Iguanura is a monoecious genus of flowering plant in the palm family from Southeast Asia, commonly called pinang.  Closely related to the Heterospathe palms, they are noted for producing a wide variety of fruit forms.  Its name combines the Spanish word for "lizard" with the Greek word for "tail".

Description
This taxon is composed of very small, undergrowth palms which may be solitary or clustering, rarely exceeding 4 m in height.
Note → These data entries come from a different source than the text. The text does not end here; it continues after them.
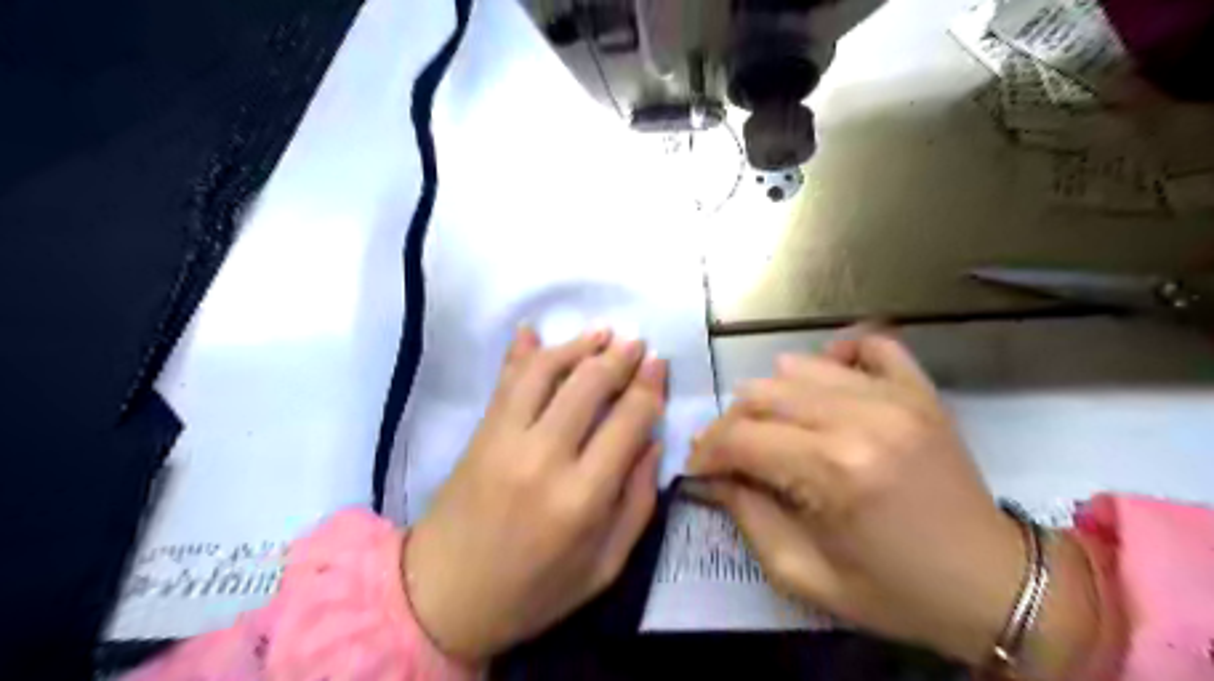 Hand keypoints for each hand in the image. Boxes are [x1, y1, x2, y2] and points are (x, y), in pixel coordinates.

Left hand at [402, 329, 663, 660]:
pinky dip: (522, 351)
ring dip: (577, 345)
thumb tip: (652, 441)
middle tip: (637, 344)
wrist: (442, 597)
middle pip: (589, 385)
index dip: (649, 386)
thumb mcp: (604, 567)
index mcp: (582, 498)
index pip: (628, 421)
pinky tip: (535, 331)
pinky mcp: (480, 432)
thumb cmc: (533, 591)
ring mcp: (505, 438)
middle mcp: (544, 457)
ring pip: (546, 370)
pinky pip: (505, 380)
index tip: (659, 364)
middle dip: (619, 357)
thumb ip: (638, 503)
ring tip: (603, 333)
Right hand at [682, 331, 1031, 665]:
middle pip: (762, 395)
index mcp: (833, 470)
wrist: (997, 586)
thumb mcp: (805, 574)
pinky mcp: (919, 390)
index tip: (698, 468)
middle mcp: (860, 418)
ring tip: (772, 427)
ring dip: (771, 396)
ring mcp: (894, 396)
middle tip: (731, 454)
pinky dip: (837, 355)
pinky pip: (869, 344)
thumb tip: (715, 476)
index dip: (707, 452)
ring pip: (799, 366)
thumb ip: (748, 517)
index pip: (740, 437)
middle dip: (731, 425)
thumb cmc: (896, 591)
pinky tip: (826, 379) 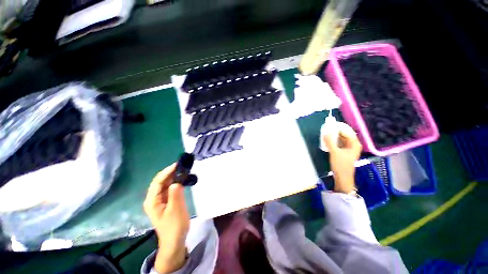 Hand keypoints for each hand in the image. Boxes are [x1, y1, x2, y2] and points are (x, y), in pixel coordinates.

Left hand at [144, 163, 189, 272]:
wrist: (175, 240)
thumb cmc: (174, 226)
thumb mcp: (176, 210)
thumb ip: (175, 194)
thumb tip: (177, 181)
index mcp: (152, 200)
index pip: (158, 181)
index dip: (167, 171)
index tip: (178, 165)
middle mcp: (153, 198)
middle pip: (160, 181)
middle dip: (171, 172)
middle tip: (183, 166)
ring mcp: (159, 200)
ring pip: (165, 184)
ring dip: (174, 176)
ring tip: (184, 170)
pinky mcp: (166, 201)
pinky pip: (169, 188)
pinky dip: (176, 182)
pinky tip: (183, 180)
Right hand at [322, 130, 361, 193]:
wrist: (342, 178)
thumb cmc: (341, 165)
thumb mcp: (334, 152)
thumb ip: (329, 141)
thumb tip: (325, 131)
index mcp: (354, 143)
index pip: (347, 131)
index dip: (339, 127)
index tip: (330, 124)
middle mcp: (353, 145)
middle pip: (344, 134)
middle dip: (336, 131)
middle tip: (326, 128)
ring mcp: (349, 149)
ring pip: (341, 139)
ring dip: (334, 136)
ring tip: (326, 133)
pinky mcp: (344, 152)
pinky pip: (339, 143)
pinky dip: (334, 141)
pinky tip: (328, 141) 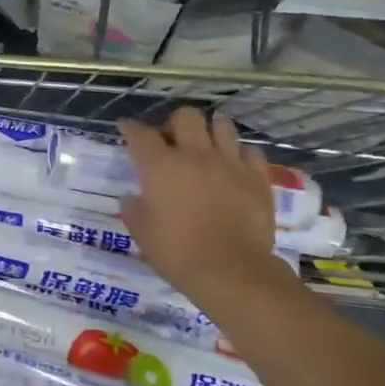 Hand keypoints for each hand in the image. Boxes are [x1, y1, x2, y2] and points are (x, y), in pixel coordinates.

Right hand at [120, 108, 295, 311]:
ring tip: (207, 147)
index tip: (127, 129)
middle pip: (186, 116)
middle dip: (174, 123)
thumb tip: (133, 197)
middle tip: (172, 142)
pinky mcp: (257, 178)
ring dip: (211, 131)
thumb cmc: (177, 252)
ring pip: (222, 125)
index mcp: (160, 166)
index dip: (131, 129)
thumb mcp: (141, 232)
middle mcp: (194, 155)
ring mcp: (230, 163)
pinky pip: (250, 152)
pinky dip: (240, 154)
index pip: (140, 134)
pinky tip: (234, 167)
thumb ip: (134, 208)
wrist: (231, 270) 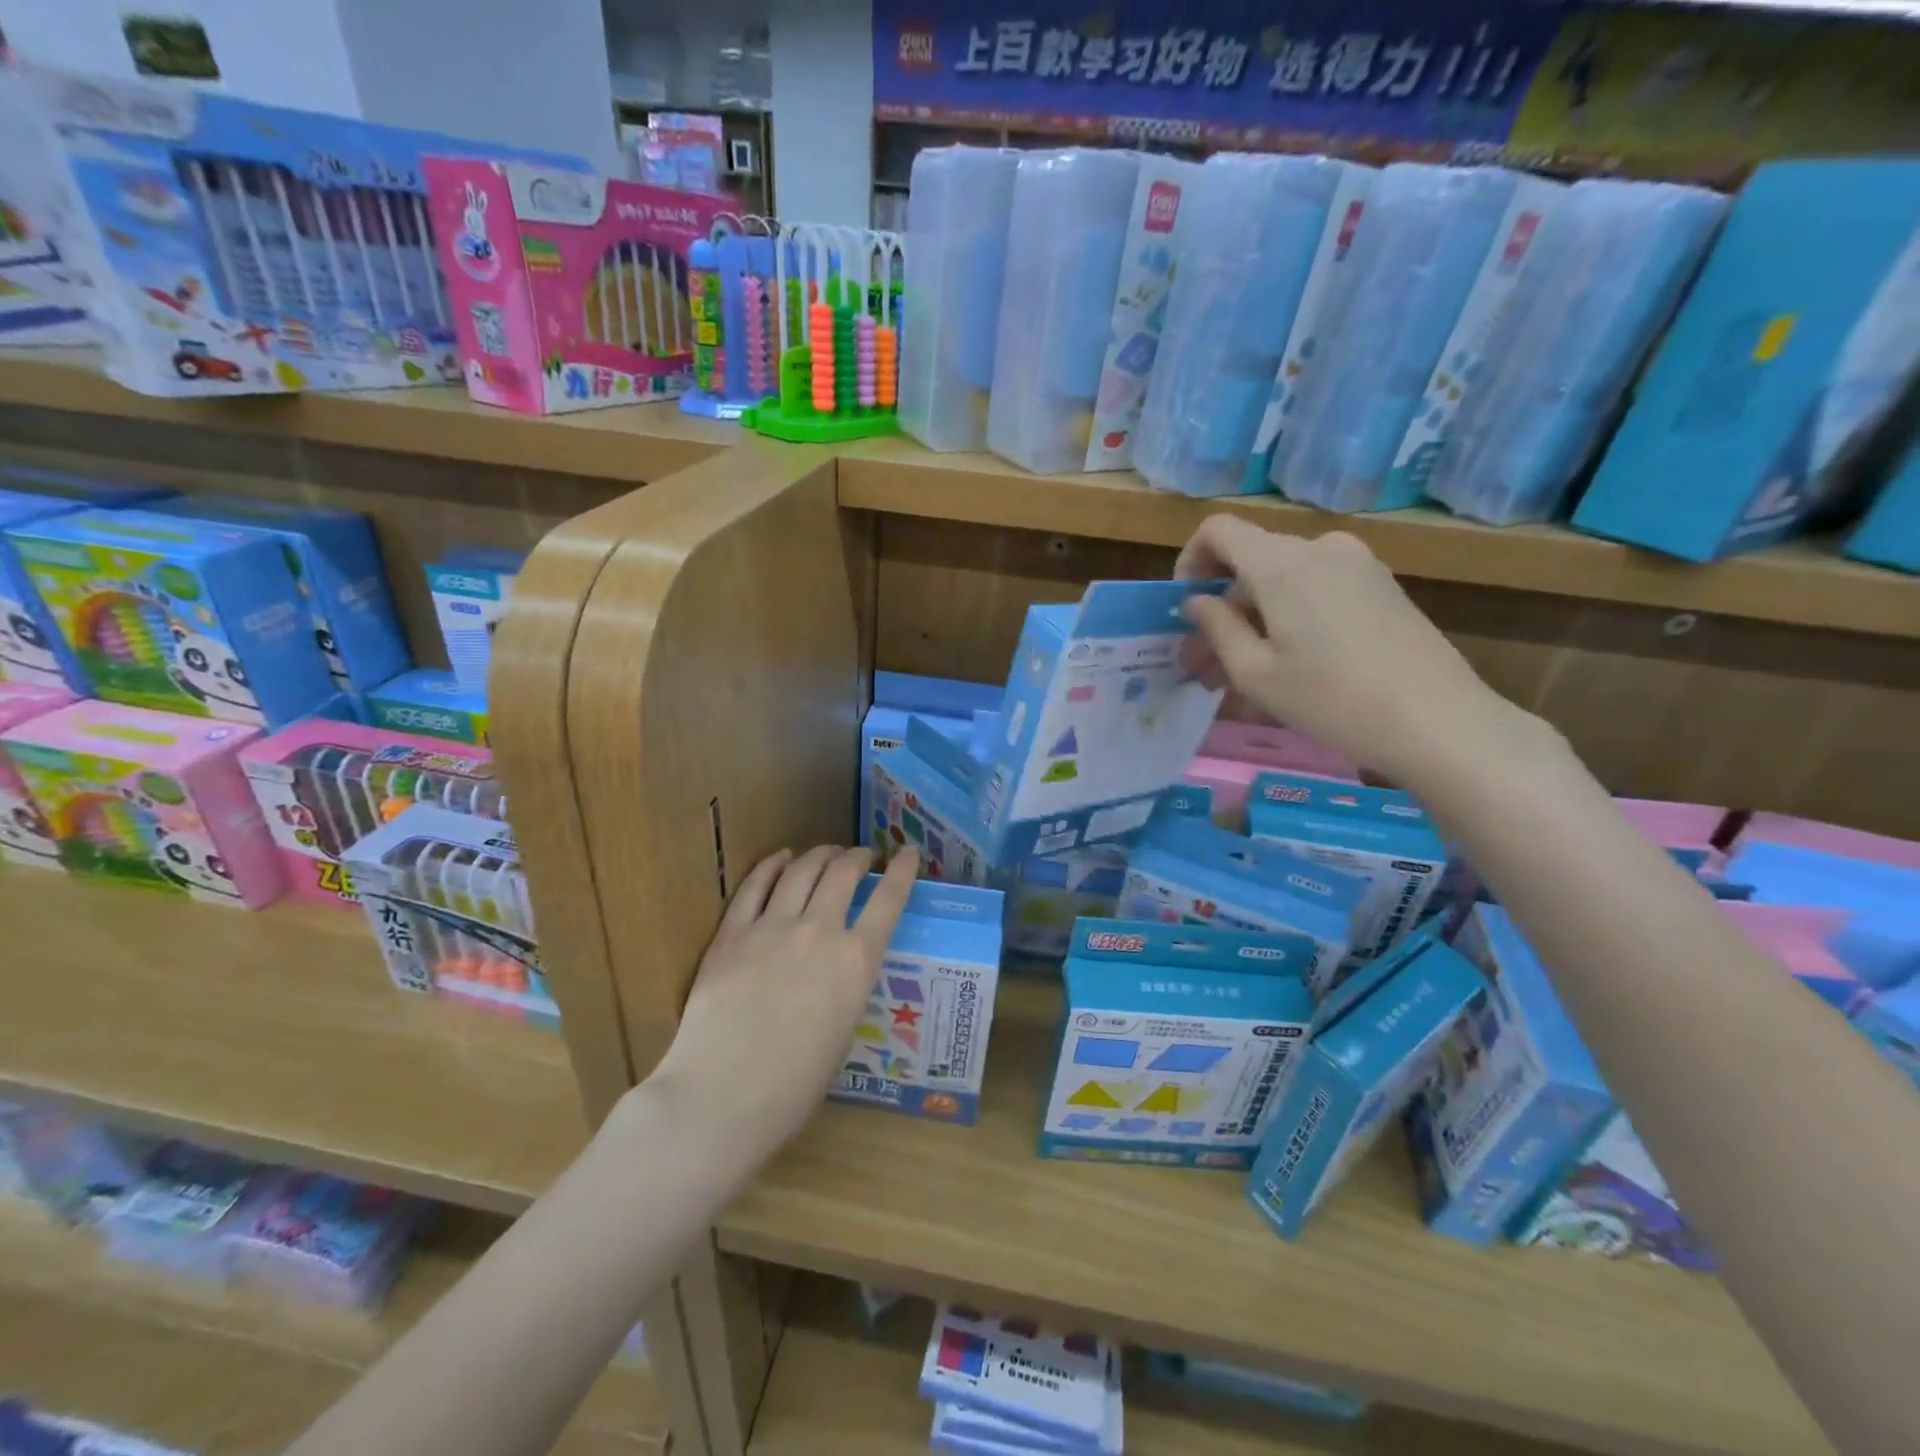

Stilt roots form in some species and most lack a crownshaft.  The leaves may be regularly or irregularly pinnate, with or without a notched apice, entire or segmented, all with toothed margins.  Many produce new leaves of various colors which are unusually long-lasting, indeed, even the mature green leaves are especially persistent and will often become host to algae or various epiphytes over time.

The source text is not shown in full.